Questions and answers

– How does Google make money off Orkut? We never worry about profit

for product. We make it first, and then we see if we can make money
off it.
– Is there an reality in a Google online office? Can’t comment on any rumors.
– How many people are you looking to hire? No specific number in mind. As many great, talented people are out there.
– Server count? Can’t answer that.
– Majority of Google revenue come from licensing technologies? Revenue statements are largely open now that Google is a public company. Most of it comes from Adsense. Some revenue from Google Earth and Google search appliance.
– Only some publications from Google Labs. Is that something encouraged within Google, or is it just happens? Very fine line betwe… we want competitive advantage also. We have opened up software. Historically we haven’t been a huge research company.
– Where do you stand on privacy? “Don’t be evil.” You need to get special permission to go through query logs, for example.
– What about Linux and Mac versions of things like Google Desktop? We want to focus on what will give us the most impact. Cross-platform thing is 20%-time stuff. Most Googlers use Linux, so it’s frustrating having to borrow someone else’s computer to try things out.
– What about linkspam? 50-100 people working on linkspam. Matt Cutts is one of the Googlers working on this.
– What about corporate structure? I’ve heard Google’s supposed to be very democratic. — Teams themselves figure out what features should be added. We just meet and figure out what to do.
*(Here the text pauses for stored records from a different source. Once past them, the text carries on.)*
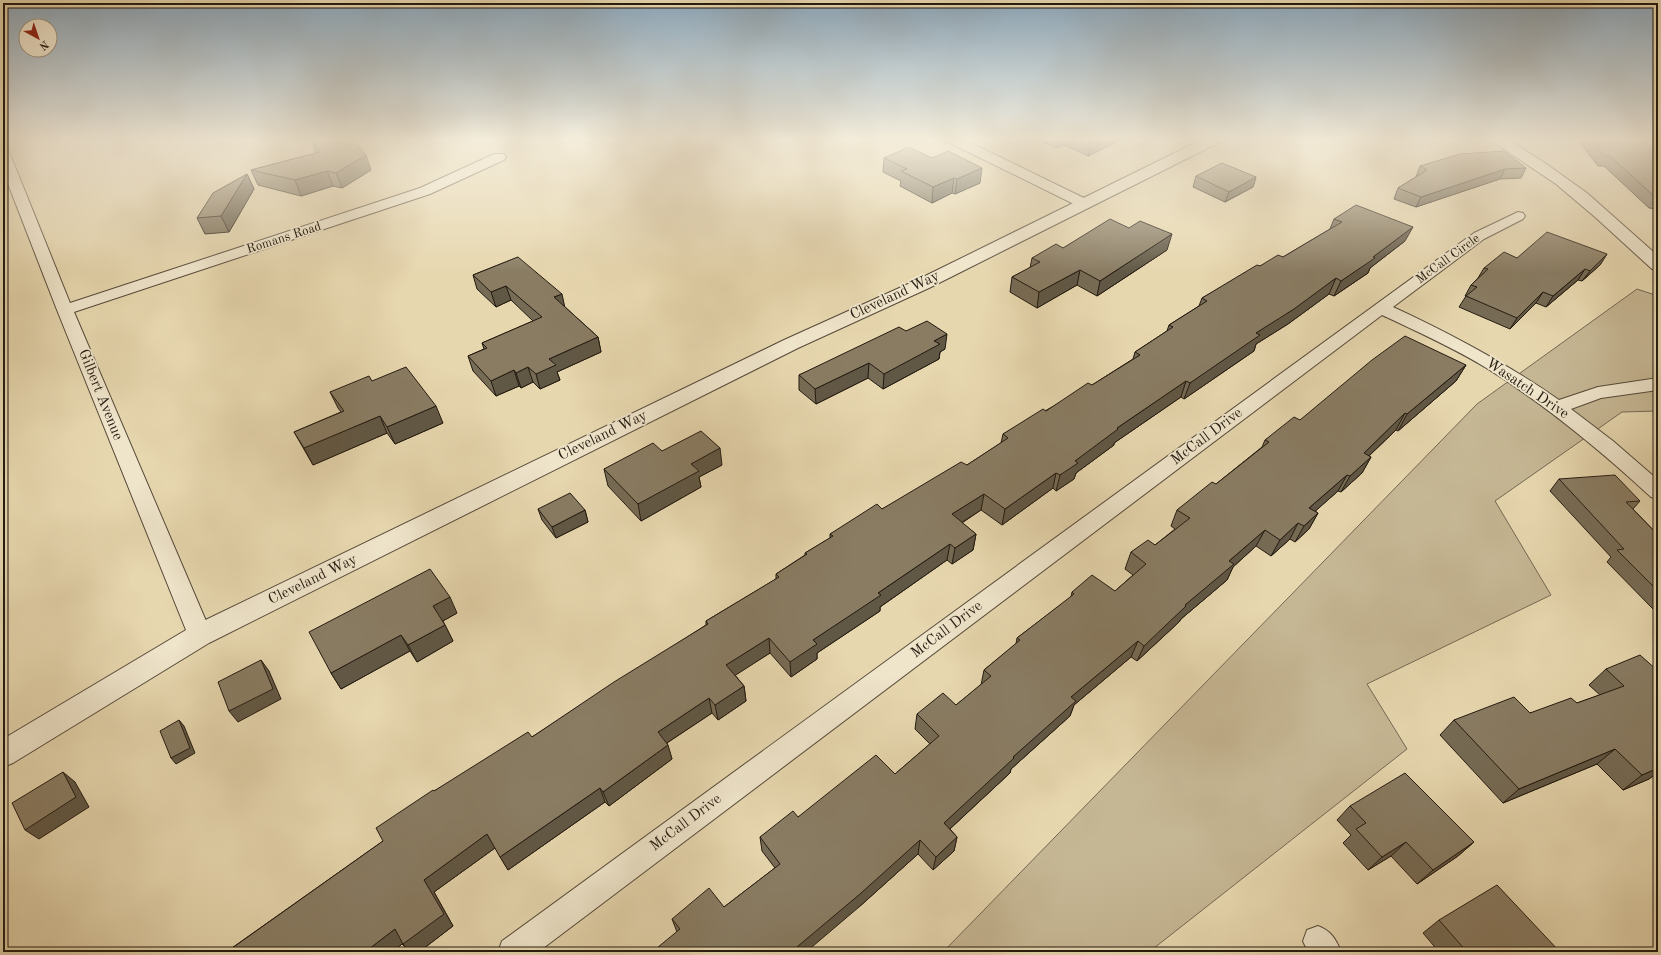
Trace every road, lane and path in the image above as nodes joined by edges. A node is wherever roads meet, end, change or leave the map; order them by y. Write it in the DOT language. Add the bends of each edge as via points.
graph roads {
  1 [pos="15,184"];
  2 [pos="441,184"];
  3 [pos="1044,184"];
  4 [pos="1127,184"];
  5 [pos="1564,184"];
  6 [pos="1086,204"];
  7 [pos="1518,216"];
  8 [pos="1658,264"];
  9 [pos="1381,308"];
  10 [pos="65,310"];
  11 [pos="1658,384"];
  12 [pos="1556,407"];
  13 [pos="1658,492"];
  14 [pos="200,635"];
  15 [pos="3,754"];
  16 [pos="513,952"];
  1 -- 10 [label="street, Gilbert Avenue"];
  2 -- 10 [label="street, Romans Road"];
  3 -- 6 [label="street"];
  4 -- 6 [label="street, Cleveland Way"];
  5 -- 8 [label="street"];
  6 -- 14 [label="street, Cleveland Way" via="923,284 791,344"];
  7 -- 9 [label="street, McCall Circle" via="1479,236"];
  9 -- 12 [label="street, Wasatch Drive" via="1434,332"];
  9 -- 16 [label="street, McCall Drive"];
  10 -- 14 [label="street, Gilbert Avenue"];
  11 -- 12 [label="street" via="1598,393"];
  12 -- 13 [label="street, Wasatch Drive" via="1630,465"];
  14 -- 15 [label="street, Cleveland Way"];
}
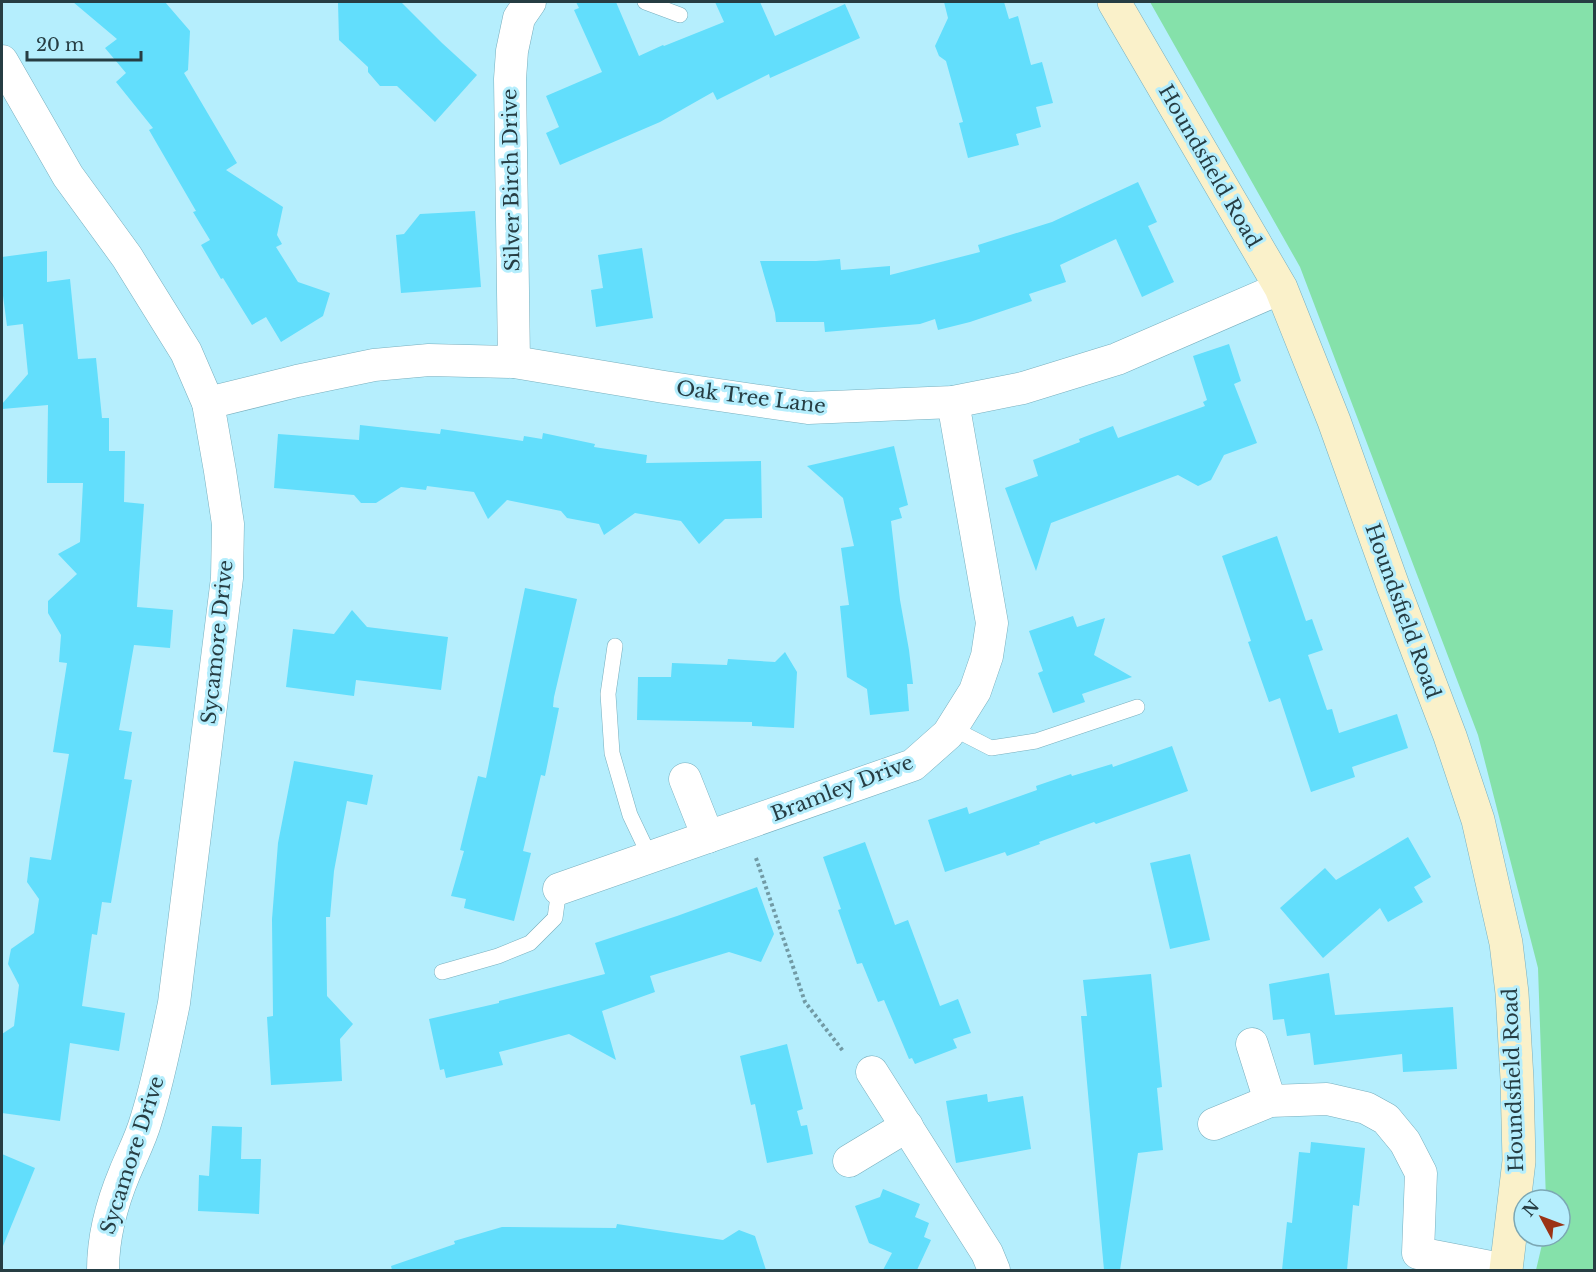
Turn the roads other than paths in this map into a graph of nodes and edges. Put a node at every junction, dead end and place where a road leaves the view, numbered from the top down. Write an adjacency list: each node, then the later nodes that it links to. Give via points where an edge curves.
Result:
1 (530, 2): 7 (street, Silver Birch Drive, via 519,18 510,79)
2 (645, 2): 4 (lane)
3 (1114, 2): 6 (street, Houndsfield Road)
4 (680, 15)
5 (2, 61): 9 (street, Sycamore Drive, via 68,176 127,257 186,352)
6 (1281, 288): 8 (street, Oak Tree Lane, via 1117,359 1023,388); 27 (street, Houndsfield Road, via 1334,421 1478,820 1506,943 1512,993 1519,1161)
7 (514, 362): 8 (street, Oak Tree Lane, via 808,408); 9 (street, Oak Tree Lane, via 429,360 374,365)
8 (953, 402): 12 (street, Bramley Drive, via 992,624 987,656 975,691)
9 (208, 403): 25 (street, Sycamore Drive, via 228,524 227,578 174,1003 146,1122 108,1221)
10 (615, 646): 15 (lane, via 608,694 612,753 630,815)
11 (1137, 707): 12 (lane, via 1036,741 991,748)
12 (952, 728): 14 (street, Bramley Drive, via 913,765)
13 (685, 779): 14 (street)
14 (708, 837): 15 (street, Bramley Drive)
15 (650, 857): 16 (street, Bramley Drive)
16 (559, 889): 17 (lane, via 555,918 530,944)
17 (442, 972)
18 (1252, 1044): 20 (street)
19 (872, 1072): 22 (street)
20 (1270, 1101): 21 (street); 24 (street, via 1327,1099 1366,1108 1386,1119 1405,1142 1421,1173)
21 (1214, 1124)
22 (907, 1126): 23 (street); 26 (street)
23 (849, 1161)
24 (1413, 1262): 27 (street)
25 (103, 1270)
26 (994, 1270)
27 (1506, 1270)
Engineers have a lot of power. More motivation to work on things.
– How many engineers do you have? 3000+ engineers.
– Why do you help out Firefox? What do you have planned? Sometimes Google just does things to help make the Web a better place. Part of philosophy of not being evil.
– What about UI design? UI designers really help us a lot. For example, sidebar. UI designers helped us do that.
– Software engineering? We have design documents and we review them. Testing. 20% projects are an exception; rules are looser. For most projects, there are design documents, all the code is reviewed before it’s submitted, unit tests are encouraged…
– What are you looking for? Well-rounded bright individuals. We want to be able to learn something from you. We want to make sure you’re a solid recruit for Google. We want to make sure we keep learning something. Something that wows us. “Wow, this guy is sharp.”